No significant difference was found between the mean 25(OH)D level in males and in females, contrarily to the majority of observational studies which find higher levels of 25(OH)D in male subjects [33, 34].

However, several more recent studies also did not find any difference in vitamin levels between the sexes. One American study compared the prevalence of 25(OH)D insufficiency between the years 2000 and the years 1980–1990. The differences between men and women identified 20 years ago no longer appear true today [33]. A recent study conducted in several European countries finds similar mean 25(OH)D levels between men and women regardless of their generation [35].

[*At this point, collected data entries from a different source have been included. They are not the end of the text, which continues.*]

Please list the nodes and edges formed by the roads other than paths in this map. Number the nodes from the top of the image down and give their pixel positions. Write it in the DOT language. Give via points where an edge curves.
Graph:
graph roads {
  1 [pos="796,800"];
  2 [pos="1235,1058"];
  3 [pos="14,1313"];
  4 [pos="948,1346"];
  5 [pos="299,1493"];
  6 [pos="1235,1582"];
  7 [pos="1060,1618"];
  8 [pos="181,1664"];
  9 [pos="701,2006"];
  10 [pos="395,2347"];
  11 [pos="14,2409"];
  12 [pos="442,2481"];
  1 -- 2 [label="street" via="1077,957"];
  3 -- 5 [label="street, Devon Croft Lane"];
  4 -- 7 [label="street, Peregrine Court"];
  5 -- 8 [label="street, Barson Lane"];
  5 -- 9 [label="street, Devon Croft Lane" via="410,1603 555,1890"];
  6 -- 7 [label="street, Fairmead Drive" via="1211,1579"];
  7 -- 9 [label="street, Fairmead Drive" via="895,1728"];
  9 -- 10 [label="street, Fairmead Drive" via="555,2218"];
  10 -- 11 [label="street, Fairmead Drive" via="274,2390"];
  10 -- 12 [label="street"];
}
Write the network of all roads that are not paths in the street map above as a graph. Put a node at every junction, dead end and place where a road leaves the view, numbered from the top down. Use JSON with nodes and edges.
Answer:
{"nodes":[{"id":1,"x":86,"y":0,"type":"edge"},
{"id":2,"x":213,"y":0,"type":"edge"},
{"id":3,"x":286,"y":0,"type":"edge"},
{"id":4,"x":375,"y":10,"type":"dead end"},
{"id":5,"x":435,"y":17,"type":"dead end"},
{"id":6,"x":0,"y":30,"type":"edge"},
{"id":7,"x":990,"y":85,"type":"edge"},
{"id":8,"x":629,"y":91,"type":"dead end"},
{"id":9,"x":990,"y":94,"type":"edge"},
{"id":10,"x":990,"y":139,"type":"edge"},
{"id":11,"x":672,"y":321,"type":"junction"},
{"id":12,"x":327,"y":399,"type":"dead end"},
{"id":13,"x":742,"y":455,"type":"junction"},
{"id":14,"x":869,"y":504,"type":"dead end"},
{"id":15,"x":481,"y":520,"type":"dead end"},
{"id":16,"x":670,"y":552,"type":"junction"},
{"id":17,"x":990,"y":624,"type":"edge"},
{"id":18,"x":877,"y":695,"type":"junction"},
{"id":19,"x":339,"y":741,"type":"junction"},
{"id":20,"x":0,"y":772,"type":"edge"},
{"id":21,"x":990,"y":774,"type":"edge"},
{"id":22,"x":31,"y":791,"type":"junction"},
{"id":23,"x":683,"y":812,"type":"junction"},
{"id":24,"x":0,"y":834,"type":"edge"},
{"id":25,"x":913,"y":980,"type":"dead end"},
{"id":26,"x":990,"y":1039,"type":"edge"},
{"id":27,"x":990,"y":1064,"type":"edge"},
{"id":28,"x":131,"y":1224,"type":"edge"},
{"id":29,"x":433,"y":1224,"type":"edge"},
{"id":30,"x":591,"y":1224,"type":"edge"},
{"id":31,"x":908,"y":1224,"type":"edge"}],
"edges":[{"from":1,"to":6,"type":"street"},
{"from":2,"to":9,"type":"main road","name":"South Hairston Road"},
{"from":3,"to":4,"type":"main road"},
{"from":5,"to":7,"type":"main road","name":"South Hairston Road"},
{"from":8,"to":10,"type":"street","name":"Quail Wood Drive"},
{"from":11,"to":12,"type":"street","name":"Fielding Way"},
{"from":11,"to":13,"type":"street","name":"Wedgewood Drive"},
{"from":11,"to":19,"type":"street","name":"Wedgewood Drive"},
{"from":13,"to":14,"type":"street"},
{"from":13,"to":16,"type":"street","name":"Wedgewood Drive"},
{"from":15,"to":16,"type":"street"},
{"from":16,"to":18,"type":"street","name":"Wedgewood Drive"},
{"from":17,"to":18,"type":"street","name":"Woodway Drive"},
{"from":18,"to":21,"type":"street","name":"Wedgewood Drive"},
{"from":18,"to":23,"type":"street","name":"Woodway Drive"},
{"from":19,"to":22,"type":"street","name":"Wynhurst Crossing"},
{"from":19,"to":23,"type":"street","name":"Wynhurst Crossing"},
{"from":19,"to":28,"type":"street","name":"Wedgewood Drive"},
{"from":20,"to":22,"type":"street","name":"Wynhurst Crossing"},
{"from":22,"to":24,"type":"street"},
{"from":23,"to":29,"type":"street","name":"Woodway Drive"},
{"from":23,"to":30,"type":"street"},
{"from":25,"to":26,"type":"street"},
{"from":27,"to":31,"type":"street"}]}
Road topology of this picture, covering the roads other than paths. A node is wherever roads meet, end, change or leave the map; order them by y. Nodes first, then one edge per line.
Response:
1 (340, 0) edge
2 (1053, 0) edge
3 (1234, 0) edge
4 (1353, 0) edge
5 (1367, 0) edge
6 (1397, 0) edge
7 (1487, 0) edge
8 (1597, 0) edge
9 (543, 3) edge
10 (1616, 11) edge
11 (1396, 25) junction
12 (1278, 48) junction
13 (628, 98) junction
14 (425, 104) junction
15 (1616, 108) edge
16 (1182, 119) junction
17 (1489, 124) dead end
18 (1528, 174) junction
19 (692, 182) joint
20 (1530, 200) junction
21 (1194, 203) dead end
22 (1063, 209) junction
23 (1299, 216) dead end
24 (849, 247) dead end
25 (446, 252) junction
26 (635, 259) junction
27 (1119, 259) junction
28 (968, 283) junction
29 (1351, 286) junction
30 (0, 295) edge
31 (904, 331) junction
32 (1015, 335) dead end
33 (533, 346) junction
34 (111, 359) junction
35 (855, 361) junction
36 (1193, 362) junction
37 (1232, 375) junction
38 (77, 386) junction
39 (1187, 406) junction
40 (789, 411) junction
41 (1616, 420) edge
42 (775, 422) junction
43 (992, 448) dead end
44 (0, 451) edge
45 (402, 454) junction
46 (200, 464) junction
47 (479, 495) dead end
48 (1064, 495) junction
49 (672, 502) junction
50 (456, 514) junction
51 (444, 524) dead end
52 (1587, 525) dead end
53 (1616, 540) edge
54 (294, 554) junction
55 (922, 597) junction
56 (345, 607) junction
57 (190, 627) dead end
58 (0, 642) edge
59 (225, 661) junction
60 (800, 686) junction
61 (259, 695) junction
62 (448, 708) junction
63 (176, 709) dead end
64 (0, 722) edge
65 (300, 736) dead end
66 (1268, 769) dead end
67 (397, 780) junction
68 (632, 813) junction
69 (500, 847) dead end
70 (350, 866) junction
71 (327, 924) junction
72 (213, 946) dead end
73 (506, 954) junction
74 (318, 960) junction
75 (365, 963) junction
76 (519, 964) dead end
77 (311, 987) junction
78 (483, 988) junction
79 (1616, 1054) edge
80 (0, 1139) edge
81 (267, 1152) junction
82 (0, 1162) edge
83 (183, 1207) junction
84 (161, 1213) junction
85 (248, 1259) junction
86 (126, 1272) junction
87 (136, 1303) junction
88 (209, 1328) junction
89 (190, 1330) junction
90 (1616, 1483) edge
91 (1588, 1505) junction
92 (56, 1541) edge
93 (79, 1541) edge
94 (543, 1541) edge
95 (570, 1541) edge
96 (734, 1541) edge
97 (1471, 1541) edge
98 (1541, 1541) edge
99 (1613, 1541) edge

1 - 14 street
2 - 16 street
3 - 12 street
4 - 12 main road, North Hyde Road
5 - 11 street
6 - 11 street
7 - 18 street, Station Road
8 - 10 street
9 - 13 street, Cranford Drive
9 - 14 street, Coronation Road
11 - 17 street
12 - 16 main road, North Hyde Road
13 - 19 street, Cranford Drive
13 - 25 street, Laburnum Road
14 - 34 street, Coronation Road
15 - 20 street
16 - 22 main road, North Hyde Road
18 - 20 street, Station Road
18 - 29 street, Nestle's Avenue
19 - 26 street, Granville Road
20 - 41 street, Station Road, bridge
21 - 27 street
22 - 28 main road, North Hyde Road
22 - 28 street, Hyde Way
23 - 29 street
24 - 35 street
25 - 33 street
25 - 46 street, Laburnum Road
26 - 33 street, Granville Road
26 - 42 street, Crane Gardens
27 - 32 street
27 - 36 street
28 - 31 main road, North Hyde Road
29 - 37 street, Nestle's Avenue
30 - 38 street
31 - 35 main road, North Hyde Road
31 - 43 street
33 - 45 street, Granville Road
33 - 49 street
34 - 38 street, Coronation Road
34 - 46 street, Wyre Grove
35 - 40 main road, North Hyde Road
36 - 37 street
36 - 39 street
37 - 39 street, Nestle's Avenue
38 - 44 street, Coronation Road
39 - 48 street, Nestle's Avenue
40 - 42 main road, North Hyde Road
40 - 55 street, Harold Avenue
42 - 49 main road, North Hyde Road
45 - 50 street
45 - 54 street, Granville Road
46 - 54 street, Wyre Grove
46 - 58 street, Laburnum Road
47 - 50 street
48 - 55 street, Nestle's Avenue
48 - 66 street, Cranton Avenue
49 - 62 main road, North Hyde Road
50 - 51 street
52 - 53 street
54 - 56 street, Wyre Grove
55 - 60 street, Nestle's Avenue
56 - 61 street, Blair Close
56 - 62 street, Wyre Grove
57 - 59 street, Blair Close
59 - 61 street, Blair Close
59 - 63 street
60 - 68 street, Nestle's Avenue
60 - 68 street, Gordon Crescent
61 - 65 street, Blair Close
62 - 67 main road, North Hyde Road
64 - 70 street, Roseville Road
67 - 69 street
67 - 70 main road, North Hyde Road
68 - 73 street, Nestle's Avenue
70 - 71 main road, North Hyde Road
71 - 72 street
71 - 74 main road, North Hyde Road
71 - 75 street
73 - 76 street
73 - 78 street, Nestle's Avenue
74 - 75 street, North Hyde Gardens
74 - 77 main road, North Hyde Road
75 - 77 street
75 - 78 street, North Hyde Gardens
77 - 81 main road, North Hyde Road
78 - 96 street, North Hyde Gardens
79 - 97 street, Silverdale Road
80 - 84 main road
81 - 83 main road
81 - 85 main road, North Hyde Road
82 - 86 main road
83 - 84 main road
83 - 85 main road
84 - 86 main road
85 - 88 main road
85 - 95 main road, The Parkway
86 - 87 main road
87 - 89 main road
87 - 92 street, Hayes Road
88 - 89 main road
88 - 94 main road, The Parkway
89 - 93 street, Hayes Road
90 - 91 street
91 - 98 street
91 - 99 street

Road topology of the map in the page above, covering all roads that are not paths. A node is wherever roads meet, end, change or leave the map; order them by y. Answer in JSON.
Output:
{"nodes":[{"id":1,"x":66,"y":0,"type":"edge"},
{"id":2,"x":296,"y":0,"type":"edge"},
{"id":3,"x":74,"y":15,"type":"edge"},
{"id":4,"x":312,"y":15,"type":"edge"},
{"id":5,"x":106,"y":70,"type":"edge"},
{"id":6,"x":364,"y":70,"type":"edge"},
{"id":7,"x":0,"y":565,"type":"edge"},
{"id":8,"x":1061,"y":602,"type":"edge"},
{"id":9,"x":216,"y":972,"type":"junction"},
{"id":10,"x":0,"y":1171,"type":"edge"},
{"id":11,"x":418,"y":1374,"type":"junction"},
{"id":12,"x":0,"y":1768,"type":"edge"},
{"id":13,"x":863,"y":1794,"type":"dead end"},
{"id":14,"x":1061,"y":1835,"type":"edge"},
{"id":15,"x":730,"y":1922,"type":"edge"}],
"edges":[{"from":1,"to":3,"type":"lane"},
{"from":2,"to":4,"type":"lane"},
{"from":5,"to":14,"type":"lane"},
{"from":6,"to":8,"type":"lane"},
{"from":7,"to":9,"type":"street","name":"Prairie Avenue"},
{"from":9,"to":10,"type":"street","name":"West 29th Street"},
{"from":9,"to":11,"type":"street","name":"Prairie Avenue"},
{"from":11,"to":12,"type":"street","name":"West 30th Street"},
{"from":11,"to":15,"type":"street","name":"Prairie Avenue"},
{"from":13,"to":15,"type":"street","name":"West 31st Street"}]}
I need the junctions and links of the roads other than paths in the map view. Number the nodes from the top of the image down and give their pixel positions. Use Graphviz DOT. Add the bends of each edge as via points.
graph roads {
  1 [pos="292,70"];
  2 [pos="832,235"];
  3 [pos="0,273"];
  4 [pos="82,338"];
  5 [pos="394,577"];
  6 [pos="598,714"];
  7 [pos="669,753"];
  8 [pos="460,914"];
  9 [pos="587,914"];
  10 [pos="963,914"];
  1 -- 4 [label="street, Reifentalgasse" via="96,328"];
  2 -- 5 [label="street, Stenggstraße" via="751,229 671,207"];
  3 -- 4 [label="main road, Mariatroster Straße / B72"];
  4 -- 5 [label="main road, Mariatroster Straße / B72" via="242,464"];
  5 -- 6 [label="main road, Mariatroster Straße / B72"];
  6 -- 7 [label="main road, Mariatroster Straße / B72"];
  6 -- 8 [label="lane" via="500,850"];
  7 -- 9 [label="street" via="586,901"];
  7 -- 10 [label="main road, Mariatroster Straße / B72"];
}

It therefore appears gender disparities of serum levels of 25(OH)D have diminished over time and with lifestyle changes. The synthesis of vitamin D, which is less substantial in elderly subjects, is probably also secondary to the reduction of sun exposure and the decrease of outdoor activities. However, this is not observed in our study, most certainly due to our study population comprising young subjects in apparent good health.

Limitations

Our cohort of hypertensive patients are not representative of all hypertensive subjects, as only referred patients with certain hypertension types underwent the etiological assessment. A young population with very low levels of 25(OH)D provides nevertheless good evidence to support the absence of a link between 25(OH)D and BP. The association between 25(OH)D and BP was based on BP office measurements and not on Ambulatory Blood Pressure Monitoring (ABPM) data or home blood pressure measurements, which could have maybe provided yet another level of information. However, ABPM and self-measurements could be performed several months after the hormonal and etiological assessments. Consequently, it seemed difficult to link 25(OH)D levels to a date very different to that of the blood pressure recording. Information on 25(OH)D supplementation was collected in a self-reported manner and it is possible that certain subjects received 25(OH)D supplementation within 3 months prior to the study without recalling it. Nonetheless, the rate of 25(OH)D insufficiency observed remains high and consistent with national data.

Conclusion

Regardless of 25(OH)D status or level of plasma 25(OH)D, we find no association either with BP or with the activation of the RAAS in patients with essential hypertension. These data support and explain the negative results of previous interventional studies. 25(OH)D thresholds that have been defined using the effects of vitamin D on bones should be reviewed in the hypertensive population and probably in the general population as well.

Summary

What is known about this topic?

  • Association between 25(OH)D and blood pressure is controversial

  • 25(OH)D supplementation is not associated with a better outcome in terms of cardiovascular events and blood pressure control

What this study adds?

  • With 288 subjects, this is the largest cohort of hypertensive patients with measurement of plasma renin activity and aldosteronemia and 25(OH)D.

  • It confirms the absence of association between blood pressure and 25(OH)D and between plasma renin activity and aldosteronemia and 25(OH)D.